Thursday, November 12, 2015
NULL-MYTHS: ""TRIGON LIVES" (NEW TEEN TITANS #5-6, 1981)
I can appreciate the fondness with which many fans regard the original Marv Wolfman-George Perez NEW TEEN TITANS. The book was one of the first DC comics-features that rivaled the sales-figures of the then-dominant Marvel titles. In addition, unlike many other books that sought to emulate the success of Marvel's X-MEN title, TITANS did have its own identity. As far as mastering the soap-opera dramatic potentiality exploited so well in X-MEN, Wolfman and Perez reached roughly the same heights as Claremont, Cockrum and Byrne. The TITANS title never quite came up to the same level as X-MEN in the mythopoeic department, though, and the issues featured here, TITANS #5-6, provide a good example of the feature's failings.
The four issues previous established the members of the 1980s incarnation of the Teen Titans-- old characters Robin, Wonder Girl, Kid Flash, and Beast Boy (renamed Changeling), and new characters Cyborg, Starfire, and Raven. The mystical heroine Raven was responsible for drawing together this ad hoc assemblage of heroes, though only with issues 5 and 6 were her reasons for "team-building" revealed.
The explanation is accompanied by an origin for the Raven character: one worthy of all the "Satanic panic" stories of the 1970s. Raven's mother was an Earthwoman, going by the name "Arella" by the time the Titans meet her. Arella in her youth was a discontented rolling stone who rolled her way into a Satanic cult. The cult performed a ritual meant to summon up Satan himself: what they got was a near-omnipotent demon-god from another dimension, Trigon. Trigon assumed a comely human guise in order to seduce Arella and lie with her. Apparently he went through all this trouble just to see the look on her face when he lets her see what he really looks like: a four-eyed monster with red skin and antlers. He deserts her, leaving her pregnant with the half-demon offspring of a demon. Arella can get help from no one on Earth, but for obscure reasons an otherworldly cult of pacifistic magicians goes out of its way to locate Arella and transport her to their own magical domain, Azarath. The mystics of Azarath teach Arella to "expunge all my feelings of hate and greed, and all of the more basic violent emotions." It's not clear from the dialogue whether or not the priests had hoped to do the same for her daughter Raven, though that would be the most likely reason for them to have taken in Arella. In any case, Raven had too much of the Old Devil in her to live in peace and harmony, so she left Azarath, anticipating that some day Trigon would return to Earth. Unable to enlist help from Earth's more established heroes, she assembles a new Teen Titans, and issues #5-6 comprise the story of how the teen heroes manage to forestall Trigon's invasion.

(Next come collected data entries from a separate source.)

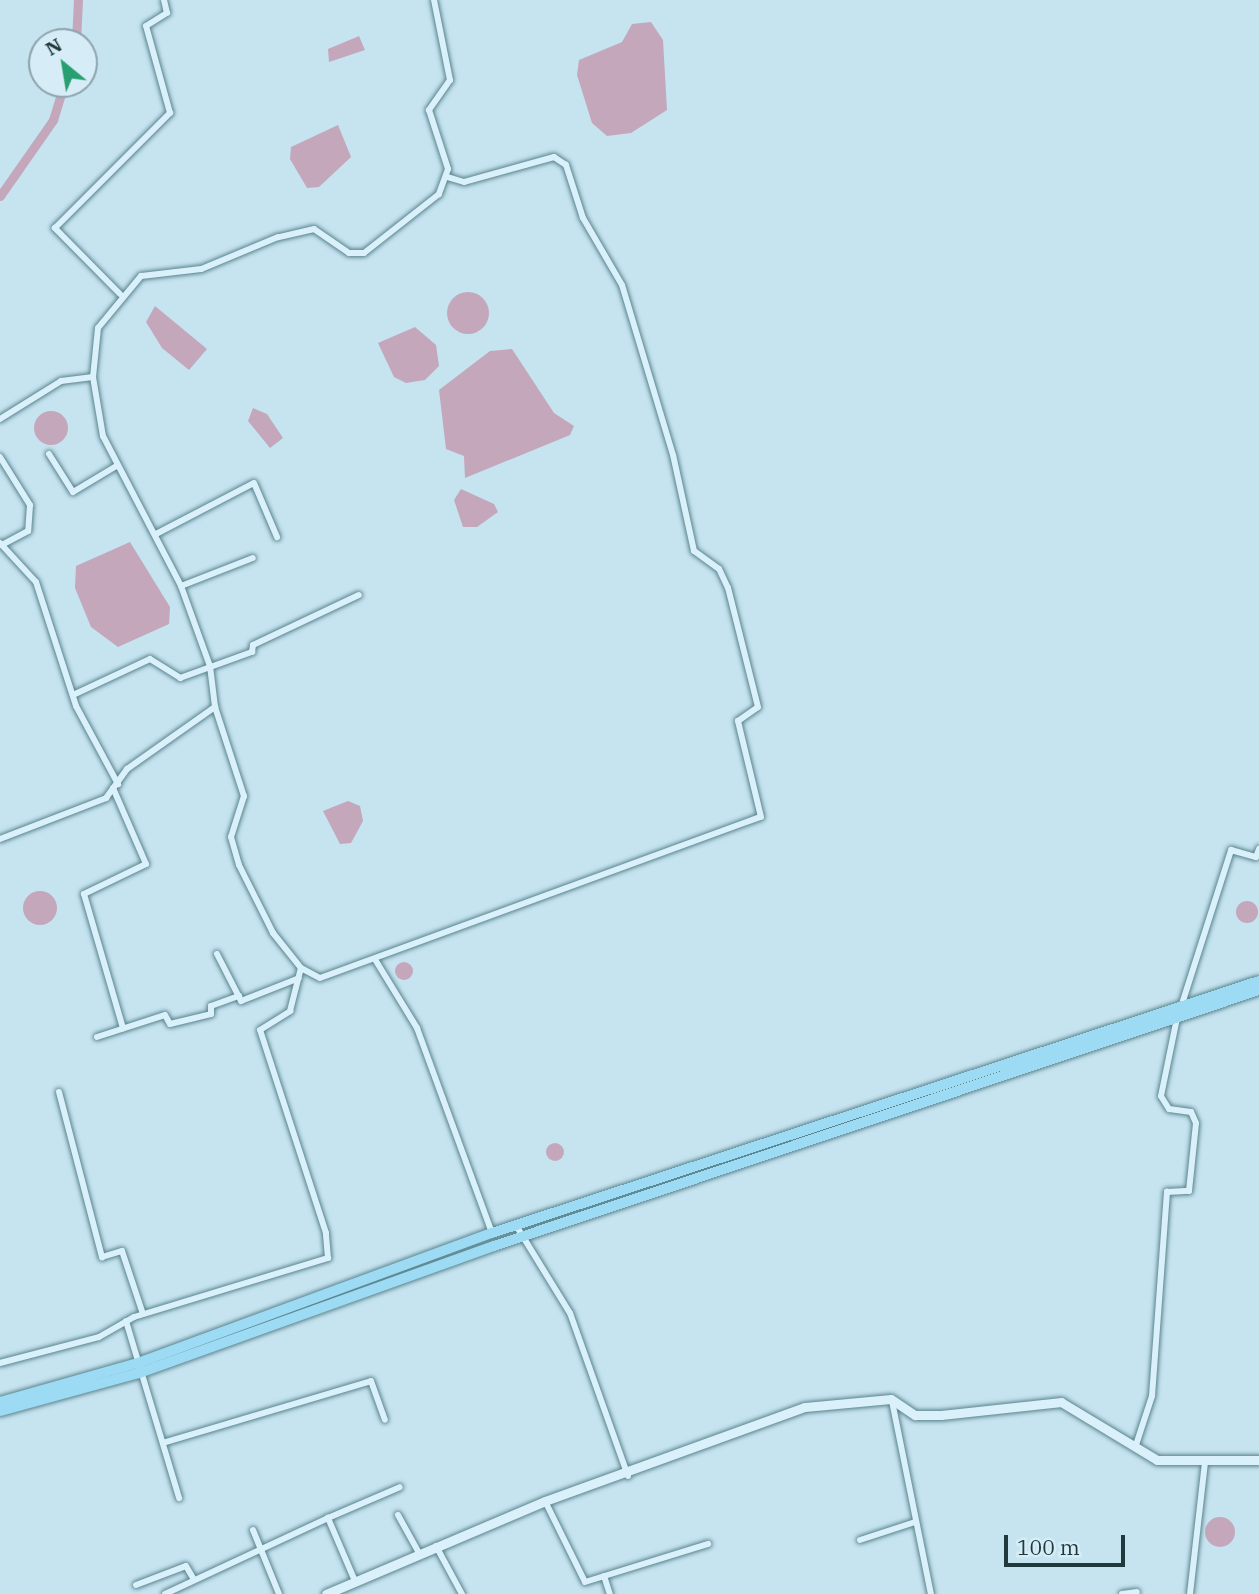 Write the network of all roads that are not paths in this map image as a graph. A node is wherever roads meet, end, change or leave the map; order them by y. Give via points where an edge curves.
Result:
1 (164, 0) edge
2 (434, 0) edge
3 (448, 177) junction
4 (120, 294) junction
5 (93, 377) junction
6 (0, 419) edge
7 (49, 454) dead end
8 (0, 457) edge
9 (118, 465) junction
10 (156, 534) junction
11 (277, 537) dead end
12 (1, 544) edge
13 (253, 558) dead end
14 (181, 586) junction
15 (359, 595) dead end
16 (210, 666) junction
17 (73, 695) junction
18 (215, 707) junction
19 (115, 786) junction
20 (0, 839) edge
21 (1259, 849) edge
22 (217, 954) dead end
23 (376, 961) junction
24 (301, 968) junction
25 (299, 978) junction
26 (1259, 981) edge
27 (1259, 990) edge
28 (239, 996) junction
29 (1181, 1007) junction
30 (1177, 1018) junction
31 (123, 1028) junction
32 (97, 1037) dead end
33 (59, 1092) dead end
34 (517, 1227) junction
35 (492, 1233) junction
36 (521, 1239) junction
37 (144, 1314) junction
38 (126, 1321) junction
39 (0, 1363) edge
40 (139, 1368) junction
41 (891, 1399) junction
42 (0, 1402) edge
43 (0, 1411) edge
44 (385, 1420) dead end
45 (163, 1443) junction
46 (1134, 1450) junction
47 (1259, 1460) edge
48 (1205, 1463) junction
49 (628, 1476) junction
50 (400, 1487) dead end
51 (179, 1498) dead end
52 (545, 1501) junction
53 (398, 1515) dead end
54 (328, 1518) junction
55 (915, 1522) junction
56 (253, 1530) dead end
57 (860, 1540) dead end
58 (708, 1544) dead end
59 (436, 1546) junction
60 (259, 1547) junction
61 (419, 1553) junction
62 (604, 1576) junction
63 (193, 1578) junction
64 (355, 1581) junction
65 (136, 1585) dead end
66 (1137, 1591) dead end
67 (165, 1594) edge
68 (279, 1594) edge
69 (326, 1594) edge
70 (462, 1594) edge
71 (610, 1594) edge
72 (931, 1594) edge
73 (1122, 1594) edge
74 (1189, 1594) edge

1 - 4 street via 167,13 146,26 170,113 55,228
2 - 3 street via 450,80 429,110
3 - 4 street via 439,194 364,253 349,253 321,231 294,231 201,268 141,276
3 - 23 street via 464,181 554,157 566,165 583,218 622,285 673,455 694,551 719,569 728,588 758,708 738,721 761,817
4 - 5 street via 99,328
5 - 6 street via 61,381
5 - 9 street via 103,436
7 - 9 street via 73,492
8 - 12 street via 30,505 28,531
9 - 10 street
10 - 11 street via 254,483
10 - 14 street
12 - 17 street via 36,582
13 - 14 street
14 - 16 street
15 - 16 street via 253,645 252,652
16 - 17 street via 180,678 150,659
16 - 18 street
17 - 19 street
18 - 19 street via 127,769
18 - 24 street via 244,796 232,837 239,865 273,933
19 - 20 street via 106,798
19 - 31 street via 146,864 84,894
21 - 29 street via 1256,858 1231,850
22 - 28 street
23 - 24 street via 320,978
23 - 35 street via 417,1028
24 - 25 street
25 - 28 street via 242,1001
25 - 37 street via 290,1011 260,1030 326,1233 328,1258
26 - 29 main road
27 - 30 main road
28 - 31 street via 211,1006 211,1014 170,1024 166,1015
29 - 30 street
29 - 34 main road
30 - 36 main road
30 - 46 street via 1161,1096 1169,1109 1191,1112 1196,1123 1188,1191 1167,1192 1152,1396
31 - 32 street
33 - 37 street via 102,1257 122,1251
34 - 35 main road
34 - 36 street
35 - 40 main road
36 - 40 main road
36 - 49 street via 570,1313
37 - 38 street
38 - 39 street via 99,1338
38 - 40 street
40 - 42 main road
40 - 43 main road
40 - 45 street
41 - 46 street via 915,1415 1061,1402
41 - 49 street via 805,1407
41 - 55 street via 899,1413
44 - 45 street via 370,1381
45 - 51 street
46 - 48 street via 1157,1460
47 - 48 street
48 - 74 street
49 - 52 street
50 - 54 street
52 - 59 street
52 - 62 street via 585,1582
53 - 61 street
54 - 60 street
54 - 64 street
55 - 57 street
55 - 72 street
56 - 60 street
58 - 62 street
59 - 61 street
59 - 70 street
60 - 63 street
60 - 68 street
61 - 64 street
62 - 71 street
63 - 65 street via 186,1566
63 - 67 street
64 - 69 street
66 - 73 street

In many respects this story could have been a routine "demonic invasion" plotline, in addition to providing a melodramatically tortured background for Raven. The story does connect all the necessary dots to build up said heroine's backstory. But it's in Wolfman and Perez's portrait of Trigon that the mythopoeic dots fail to connect, thus rendering the storyline inconsummate.
Wolfman and Perez spare no cliches in their attempt to make Trigon the baddest of the bad. He incinerates a little girl with a gesture; he blows up a planet in a moment of pique (rather than for a military advantage, like Tarkin of STAR WARS), and he's apparently bedded dozens upon dozens of wenches over the years. But all of his offspring, it seems, have either failed to survive the rigors of birth, or they have been assassinated by revolutionary zealots. He wants Raven, his only surviving spawn, to reign beside him over the many worlds he controls-- but Wolfman and Perez don't give this avatar of evil a reason for wanting an heir. In his battles with the Titans, Trigon seems to have insuperable powers, and he doesn't seem prey to age or sickness, so he can't want an heir for the reasons that mortal beings want them.

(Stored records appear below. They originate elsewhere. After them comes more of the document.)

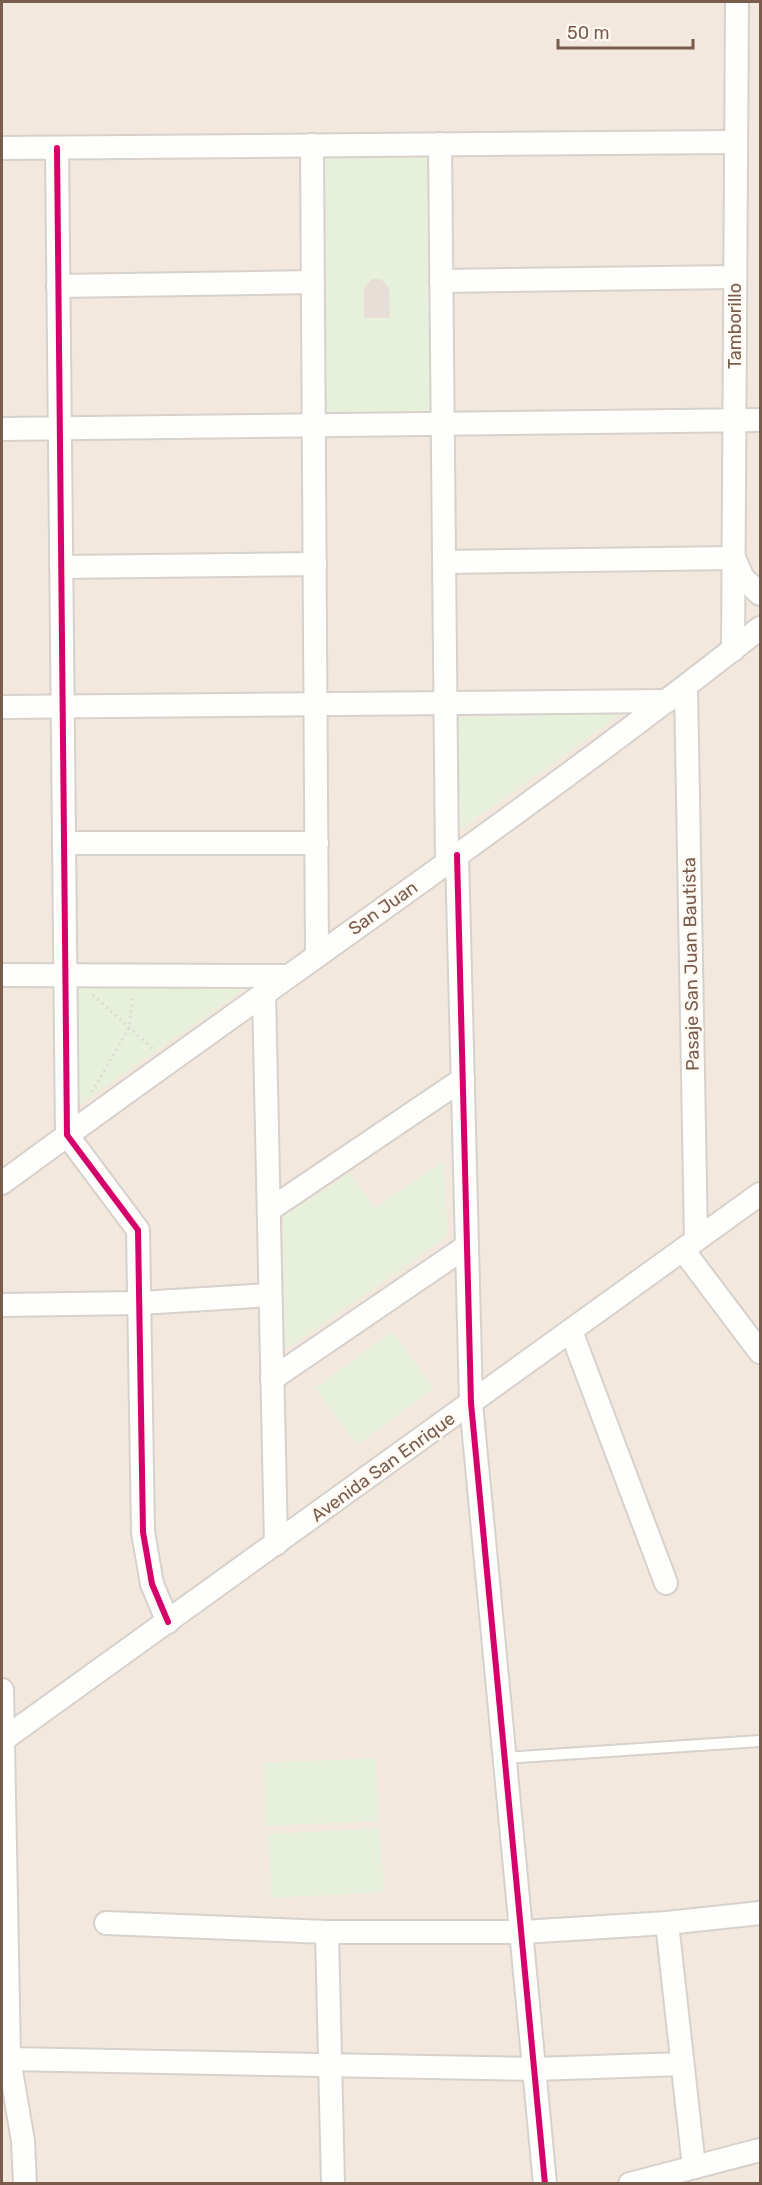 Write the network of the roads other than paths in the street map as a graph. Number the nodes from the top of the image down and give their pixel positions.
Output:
1 (737, 2) edge
2 (736, 141) junction
3 (440, 144) junction
4 (312, 146) junction
5 (2, 148) edge
6 (57, 148) junction
7 (735, 277) junction
8 (441, 281) junction
9 (313, 282) junction
10 (58, 286) junction
11 (760, 420) edge
12 (734, 421) junction
13 (443, 424) junction
14 (314, 426) junction
15 (2, 429) edge
16 (60, 429) junction
17 (734, 558) junction
18 (444, 562) junction
19 (315, 564) junction
20 (61, 567) junction
21 (760, 594) edge
22 (760, 628) edge
23 (733, 650) junction
24 (686, 687) junction
25 (667, 701) junction
26 (446, 703) junction
27 (316, 704) junction
28 (62, 706) junction
29 (2, 707) edge
30 (64, 843) junction
31 (317, 843) junction
32 (452, 858) junction
33 (317, 954) junction
34 (2, 975) edge
35 (65, 975) junction
36 (288, 976) junction
37 (264, 993) junction
38 (463, 1079) junction
39 (67, 1135) junction
40 (2, 1183) edge
41 (760, 1194) edge
42 (268, 1210) junction
43 (690, 1245) junction
44 (467, 1246) junction
45 (270, 1295) junction
46 (2, 1303) edge
47 (140, 1303) junction
48 (2, 1322) edge
49 (572, 1331) junction
50 (760, 1352) edge
51 (272, 1379) junction
52 (471, 1403) junction
53 (276, 1544) junction
54 (666, 1583) dead end
55 (168, 1622) junction
56 (2, 1690) edge
57 (4, 1739) junction
58 (760, 1741) edge
59 (505, 1758) junction
60 (760, 1913) edge
61 (106, 1923) dead end
62 (667, 1923) junction
63 (327, 1932) junction
64 (523, 1932) junction
65 (9, 2059) junction
66 (682, 2064) junction
67 (330, 2065) junction
68 (536, 2069) junction
69 (760, 2150) edge
70 (694, 2167) junction
71 (25, 2184) edge
72 (333, 2184) edge
73 (545, 2184) edge
74 (630, 2184) edge

1 - 2 street, Tamborillo
2 - 3 street
2 - 7 street, Tamborillo
3 - 4 street
3 - 8 street
4 - 6 street
4 - 9 street
5 - 6 street
6 - 10 street
7 - 8 street
7 - 12 street, Tamborillo
8 - 13 street
9 - 10 street
9 - 14 street
10 - 16 street
11 - 12 street
12 - 13 street
12 - 17 street, Tamborillo
13 - 14 street
13 - 18 street
14 - 16 street
14 - 19 street
15 - 16 street
16 - 20 street
17 - 18 street
17 - 21 street
17 - 23 street, Tamborillo
18 - 26 street
19 - 20 street
19 - 27 street
20 - 28 street
22 - 23 street, San Juan
23 - 24 street, San Juan
24 - 25 street, San Juan
24 - 43 street, Pasaje San Juan Bautista
25 - 26 street
25 - 32 street, San Juan
26 - 27 street
26 - 32 street
27 - 28 street
27 - 31 street
28 - 29 street
28 - 30 street
30 - 31 street
30 - 35 street
31 - 33 street
32 - 33 street, San Juan
32 - 38 street
33 - 36 street, San Juan
34 - 35 street
35 - 36 street
35 - 39 street
36 - 37 street, San Juan
37 - 39 street, San Juan
37 - 42 street
38 - 42 street
38 - 44 street
39 - 40 street, San Juan
39 - 47 street
41 - 43 street, Avenida San Enrique
42 - 45 street
43 - 49 street, Avenida San Enrique
43 - 50 street
44 - 51 street
44 - 52 street
45 - 47 street
45 - 51 street
46 - 47 street
46 - 48 street
47 - 55 street
49 - 52 street, Avenida San Enrique
49 - 54 street
51 - 53 street
52 - 53 street, Avenida San Enrique
52 - 59 street
53 - 55 street, Avenida San Enrique
55 - 57 street, Avenida San Enrique
56 - 57 street
57 - 65 street
58 - 59 lane
59 - 64 street
60 - 62 street
61 - 63 street
62 - 64 street
62 - 66 street
63 - 64 street
63 - 67 street
64 - 68 street
65 - 67 street
65 - 71 street
66 - 68 street
66 - 70 street
67 - 68 street
67 - 72 street
68 - 73 street
69 - 70 street
70 - 74 street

Here we encounter a situation not unlike the one analyzed here: because the TITANS book was meant to circulate on the newsstand-- where juvenile readers might pick it up-- it would have unlikely, though not impossible, to state certain things outright. Certainly when I first read the story, I assumed that the demon-lord's motivation is to have his daughter reign at his side not out of sentiment-- to which Trigon is clearly immune-- but because he intends to make her his queen in all respects.

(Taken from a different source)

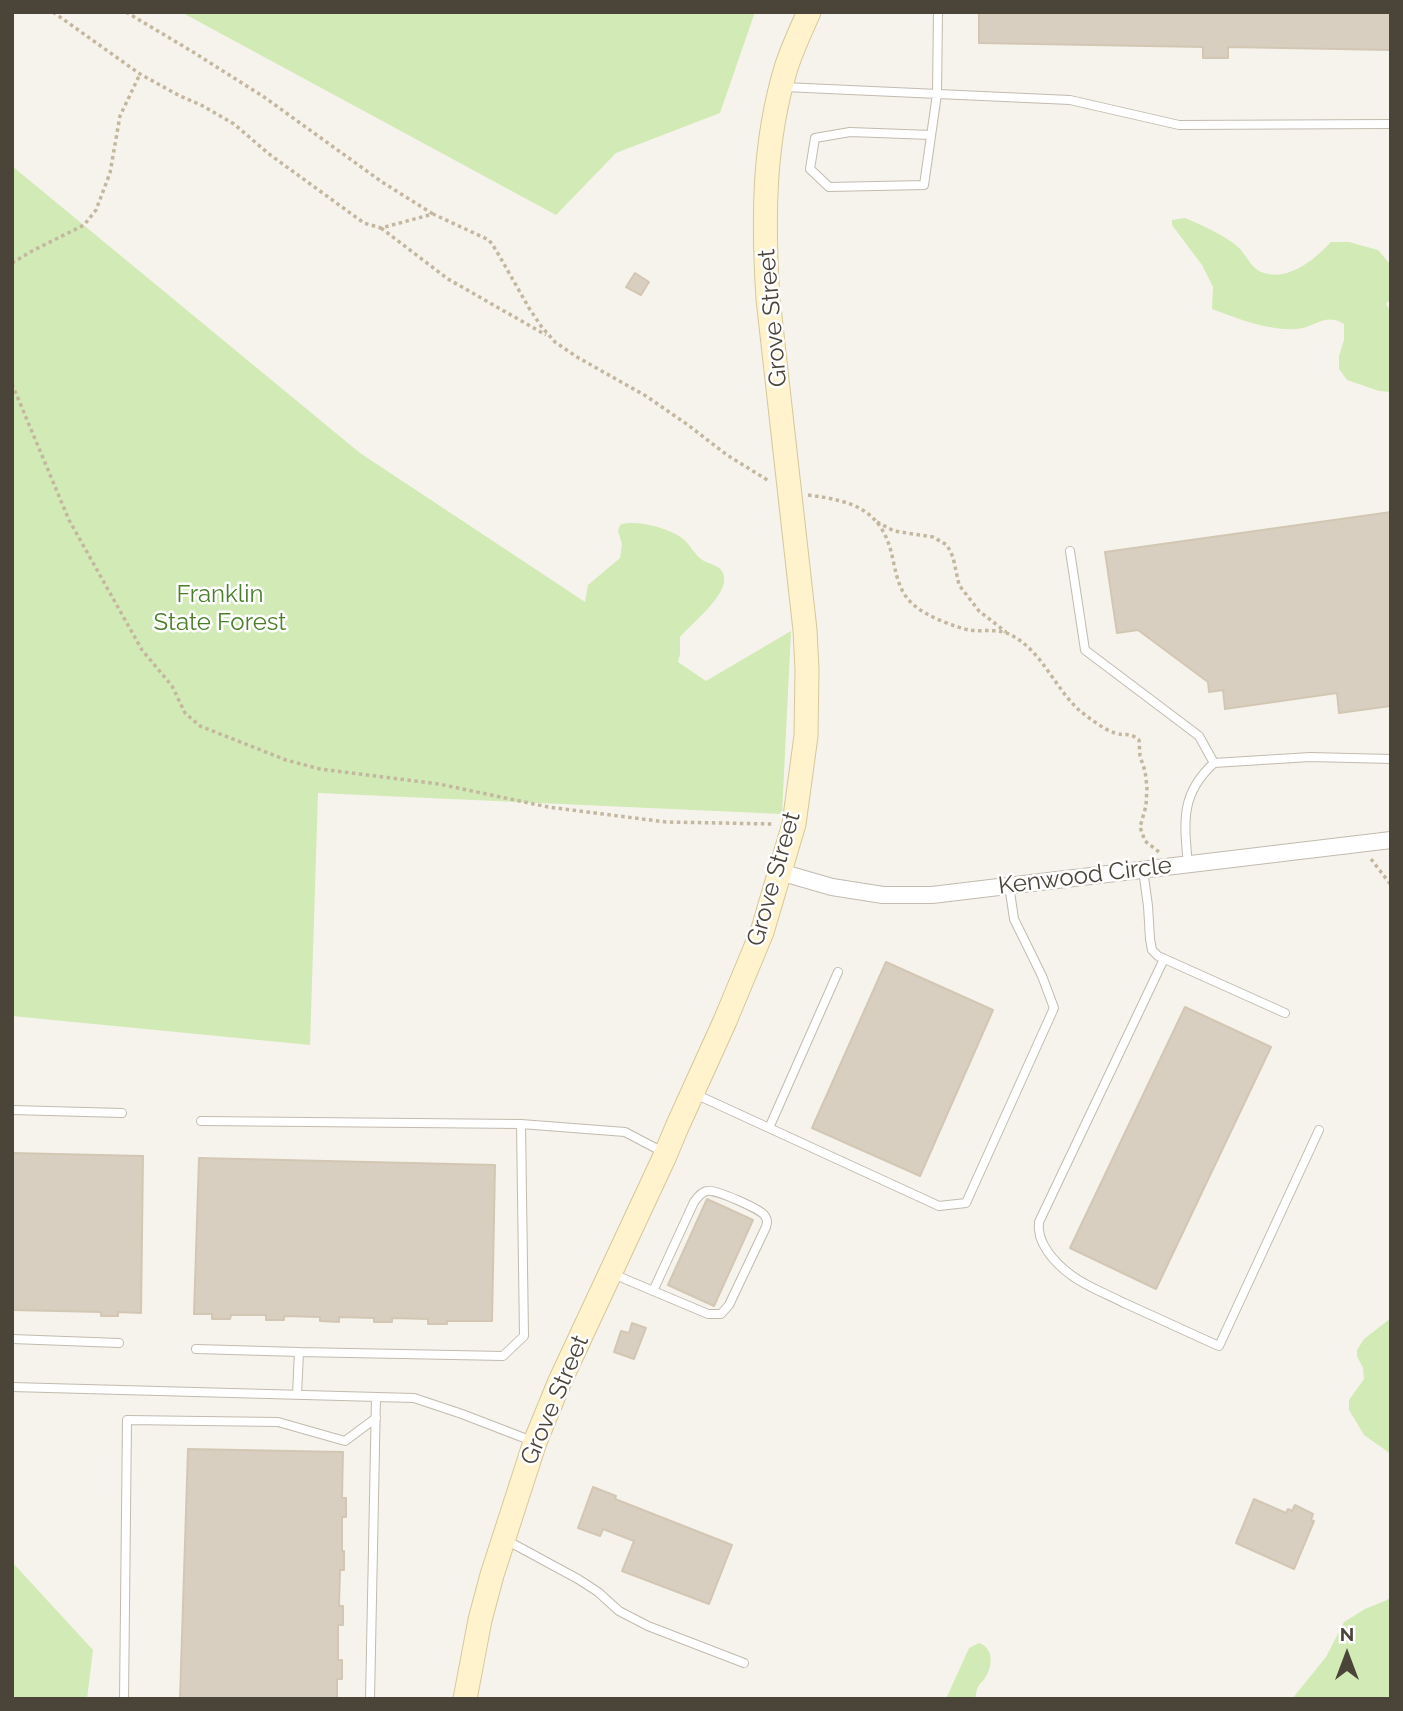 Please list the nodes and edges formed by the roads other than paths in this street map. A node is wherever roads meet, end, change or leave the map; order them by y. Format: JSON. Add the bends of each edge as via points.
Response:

I note that nowhere in the story does Trigon allude to a formal marriage between himself and his offspring, but of course, why would a demon care about such formalities? It's possible that this idea wasn't consciously on the minds of Wolfman and Perez. But even so, the problem of characterization-- a mythic characterization, rather than one dependent on mundane dramatics-- is still lacking. And this is without even observing that Wolfman and Perez's idea of Satanic evil-- that of being a big, mean dictator who kills a lot of innocent people-- is banal in the extreme.
In keeping with the Greek-derived name adopted by this motley band of superheroes, there may well be some TITANS stories that deserve to be considered mythic. But the Tedium of Trigon is not one of them.